▸ **Dataset**
:::::

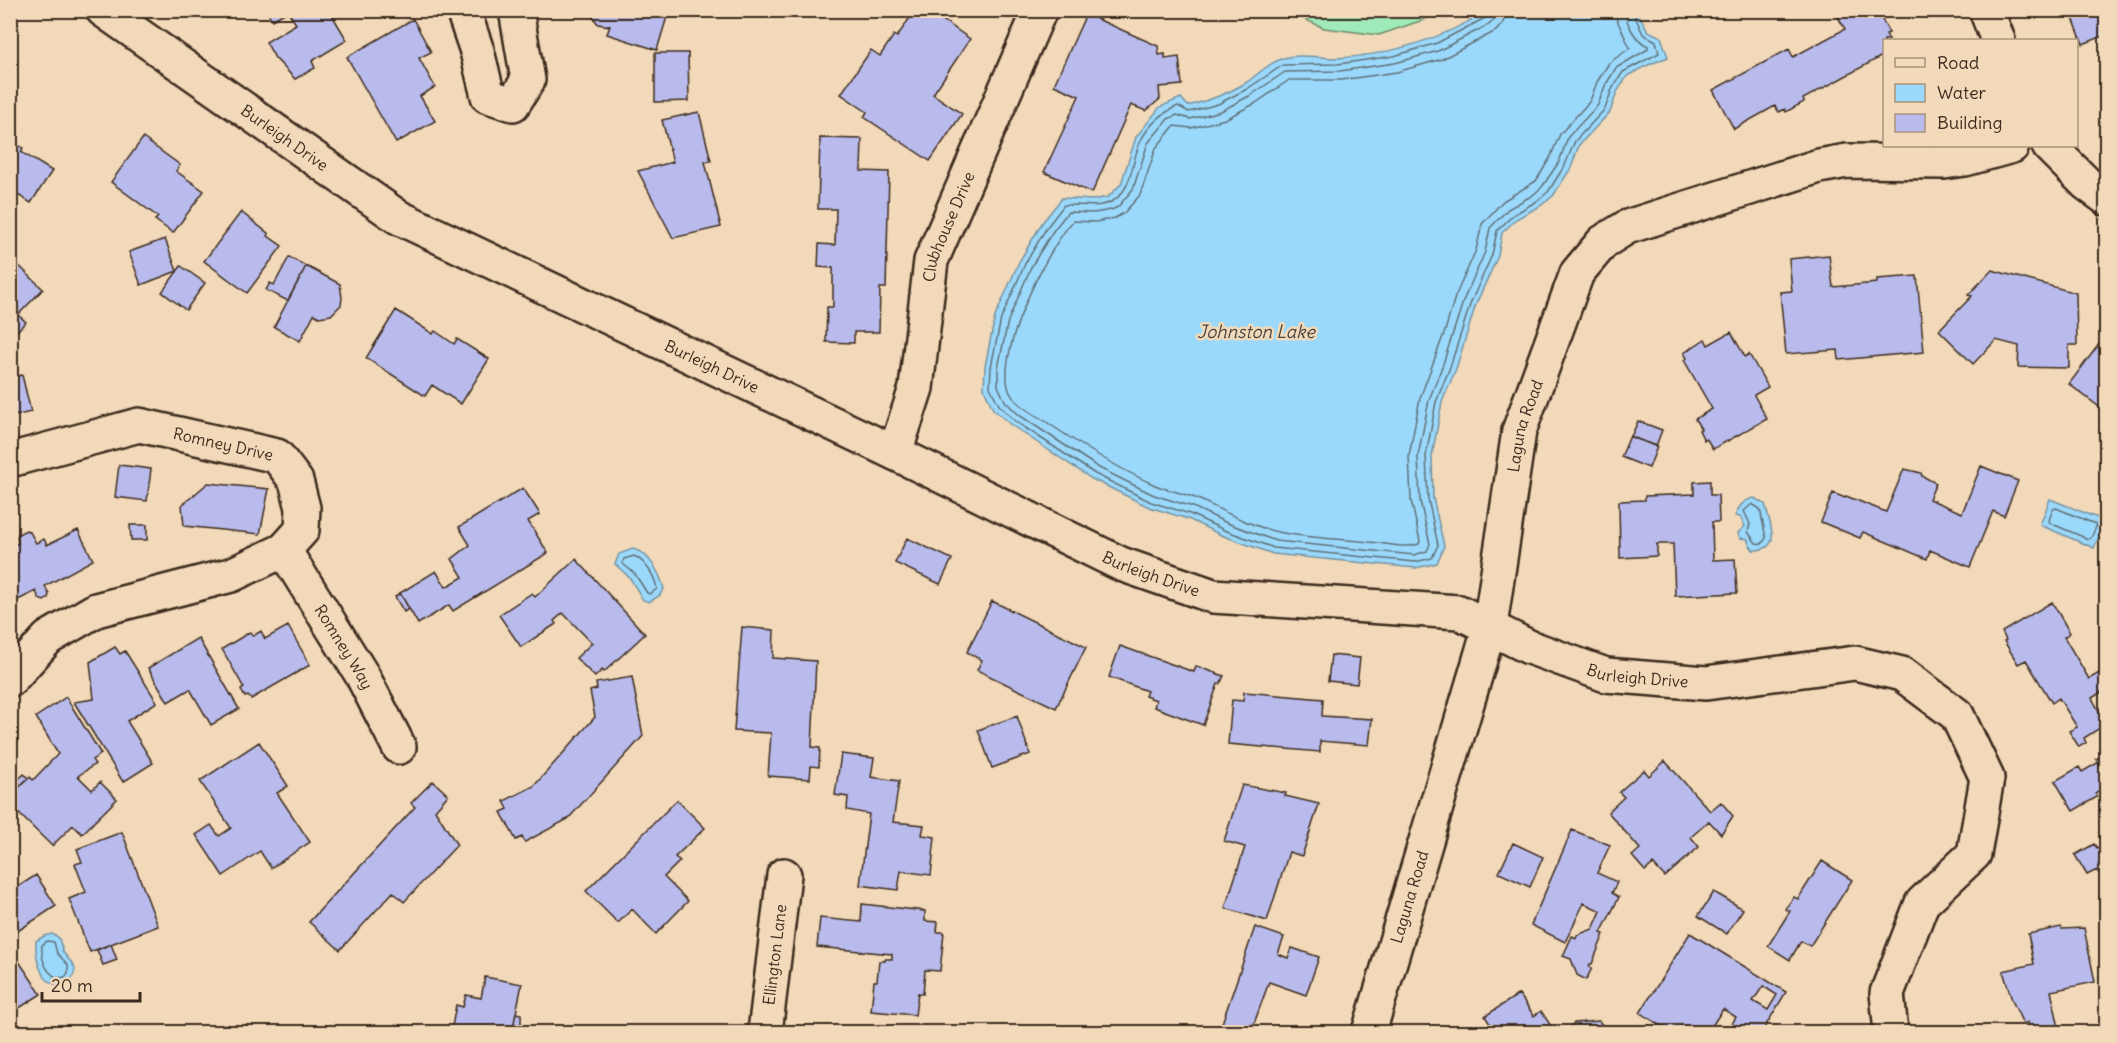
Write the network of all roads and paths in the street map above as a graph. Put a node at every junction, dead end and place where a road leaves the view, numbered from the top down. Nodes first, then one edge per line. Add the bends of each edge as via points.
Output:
1 (103, 10) edge
2 (463, 10) edge
3 (516, 10) edge
4 (1040, 10) edge
5 (1986, 10) edge
6 (1998, 39) edge
7 (2008, 147) edge
8 (2050, 147) edge
9 (2100, 186) edge
10 (895, 453) junction
11 (10, 460) edge
12 (284, 550) junction
13 (1490, 626) junction
14 (10, 680) edge
15 (399, 747) dead end
16 (784, 875) dead end
17 (765, 1032) edge
18 (1369, 1032) edge
19 (1891, 1032) edge

1 - 10 street, Burleigh Drive via 398,217
2 - 3 street via 488,96 513,104 528,80
4 - 10 street, Clubhouse Drive via 931,261 916,388
5 - 6 street
7 - 13 street, Laguna Road via 1944,162 1848,161 1819,166 1627,227 1603,242 1577,273 1519,431
8 - 9 street
10 - 13 street, Burleigh Drive via 1121,564 1213,596 1459,612
11 - 12 street, Romney Drive via 139,425 277,456 296,481 303,508 302,530
12 - 14 street, Romney Drive via 231,575 96,610 48,638
12 - 15 street, Romney Way via 362,675
13 - 18 street, Laguna Road
13 - 19 street, Burleigh Drive via 1529,647 1606,675 1706,683 1855,663 1902,674 1957,715 1987,778 1974,854 1922,903 1887,993
16 - 17 street, Ellington Lane

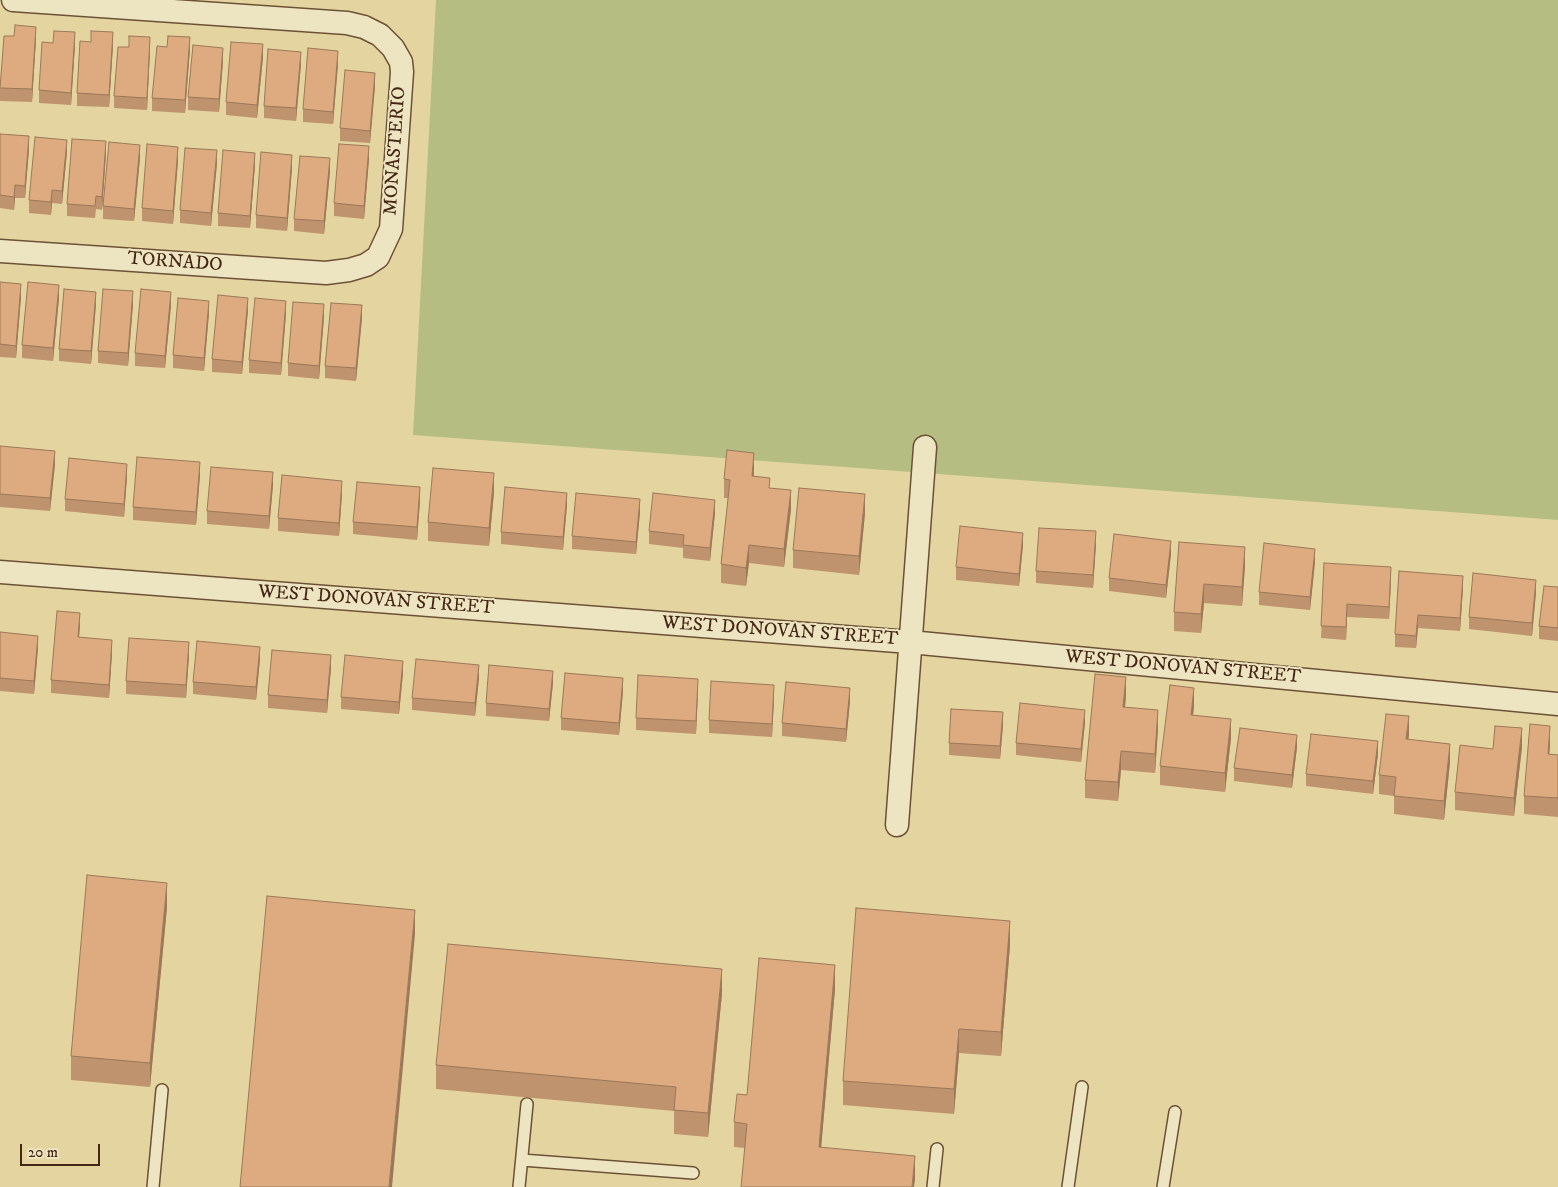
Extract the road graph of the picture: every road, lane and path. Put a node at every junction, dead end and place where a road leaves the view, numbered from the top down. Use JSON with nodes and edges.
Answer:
{"nodes":[{"id":1,"x":13,"y":0,"type":"edge"},
{"id":2,"x":0,"y":251,"type":"edge"},
{"id":3,"x":349,"y":270,"type":"joint"},
{"id":4,"x":925,"y":447,"type":"dead end"},
{"id":5,"x":0,"y":572,"type":"edge"},
{"id":6,"x":910,"y":642,"type":"junction"},
{"id":7,"x":1558,"y":704,"type":"edge"},
{"id":8,"x":896,"y":824,"type":"dead end"},
{"id":9,"x":1082,"y":1087,"type":"dead end"},
{"id":10,"x":162,"y":1090,"type":"dead end"},
{"id":11,"x":527,"y":1104,"type":"dead end"},
{"id":12,"x":1175,"y":1112,"type":"dead end"},
{"id":13,"x":937,"y":1149,"type":"dead end"},
{"id":14,"x":522,"y":1160,"type":"junction"},
{"id":15,"x":693,"y":1174,"type":"dead end"},
{"id":16,"x":153,"y":1187,"type":"edge"},
{"id":17,"x":519,"y":1187,"type":"edge"},
{"id":18,"x":933,"y":1187,"type":"edge"},
{"id":19,"x":1068,"y":1187,"type":"edge"},
{"id":20,"x":1163,"y":1187,"type":"edge"}],
"edges":[{"from":1,"to":3,"type":"street","name":"MONASTERIO"},
{"from":2,"to":3,"type":"street","name":"TORNADO"},
{"from":4,"to":6,"type":"street"},
{"from":5,"to":6,"type":"street","name":"WEST DONOVAN STREET"},
{"from":6,"to":7,"type":"street","name":"WEST DONOVAN STREET"},
{"from":6,"to":8,"type":"street"},
{"from":9,"to":19,"type":"lane"},
{"from":10,"to":16,"type":"lane"},
{"from":11,"to":14,"type":"lane"},
{"from":12,"to":20,"type":"lane"},
{"from":13,"to":18,"type":"lane"},
{"from":14,"to":15,"type":"lane"},
{"from":14,"to":17,"type":"lane"}]}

:::::

▸ **What the task asks**
Write the records out again exactly as shown above, keeping no pictures.

▸ **Answer below**
Write the network of all roads and paths in the street map above as a graph. Put a node at every junction, dead end and place where a road leaves the view, numbered from the top down. Nodes first, then one edge per line. Add the bends of each edge as via points.
Output:
1 (103, 10) edge
2 (463, 10) edge
3 (516, 10) edge
4 (1040, 10) edge
5 (1986, 10) edge
6 (1998, 39) edge
7 (2008, 147) edge
8 (2050, 147) edge
9 (2100, 186) edge
10 (895, 453) junction
11 (10, 460) edge
12 (284, 550) junction
13 (1490, 626) junction
14 (10, 680) edge
15 (399, 747) dead end
16 (784, 875) dead end
17 (765, 1032) edge
18 (1369, 1032) edge
19 (1891, 1032) edge

1 - 10 street, Burleigh Drive via 398,217
2 - 3 street via 488,96 513,104 528,80
4 - 10 street, Clubhouse Drive via 931,261 916,388
5 - 6 street
7 - 13 street, Laguna Road via 1944,162 1848,161 1819,166 1627,227 1603,242 1577,273 1519,431
8 - 9 street
10 - 13 street, Burleigh Drive via 1121,564 1213,596 1459,612
11 - 12 street, Romney Drive via 139,425 277,456 296,481 303,508 302,530
12 - 14 street, Romney Drive via 231,575 96,610 48,638
12 - 15 street, Romney Way via 362,675
13 - 18 street, Laguna Road
13 - 19 street, Burleigh Drive via 1529,647 1606,675 1706,683 1855,663 1902,674 1957,715 1987,778 1974,854 1922,903 1887,993
16 - 17 street, Ellington Lane

Extract the road graph of the picture: every road, lane and path. Put a node at every junction, dead end and place where a road leaves the view, numbered from the top down. Use JSON with nodes and edges.
Answer:
{"nodes":[{"id":1,"x":13,"y":0,"type":"edge"},
{"id":2,"x":0,"y":251,"type":"edge"},
{"id":3,"x":349,"y":270,"type":"joint"},
{"id":4,"x":925,"y":447,"type":"dead end"},
{"id":5,"x":0,"y":572,"type":"edge"},
{"id":6,"x":910,"y":642,"type":"junction"},
{"id":7,"x":1558,"y":704,"type":"edge"},
{"id":8,"x":896,"y":824,"type":"dead end"},
{"id":9,"x":1082,"y":1087,"type":"dead end"},
{"id":10,"x":162,"y":1090,"type":"dead end"},
{"id":11,"x":527,"y":1104,"type":"dead end"},
{"id":12,"x":1175,"y":1112,"type":"dead end"},
{"id":13,"x":937,"y":1149,"type":"dead end"},
{"id":14,"x":522,"y":1160,"type":"junction"},
{"id":15,"x":693,"y":1174,"type":"dead end"},
{"id":16,"x":153,"y":1187,"type":"edge"},
{"id":17,"x":519,"y":1187,"type":"edge"},
{"id":18,"x":933,"y":1187,"type":"edge"},
{"id":19,"x":1068,"y":1187,"type":"edge"},
{"id":20,"x":1163,"y":1187,"type":"edge"}],
"edges":[{"from":1,"to":3,"type":"street","name":"MONASTERIO"},
{"from":2,"to":3,"type":"street","name":"TORNADO"},
{"from":4,"to":6,"type":"street"},
{"from":5,"to":6,"type":"street","name":"WEST DONOVAN STREET"},
{"from":6,"to":7,"type":"street","name":"WEST DONOVAN STREET"},
{"from":6,"to":8,"type":"street"},
{"from":9,"to":19,"type":"lane"},
{"from":10,"to":16,"type":"lane"},
{"from":11,"to":14,"type":"lane"},
{"from":12,"to":20,"type":"lane"},
{"from":13,"to":18,"type":"lane"},
{"from":14,"to":15,"type":"lane"},
{"from":14,"to":17,"type":"lane"}]}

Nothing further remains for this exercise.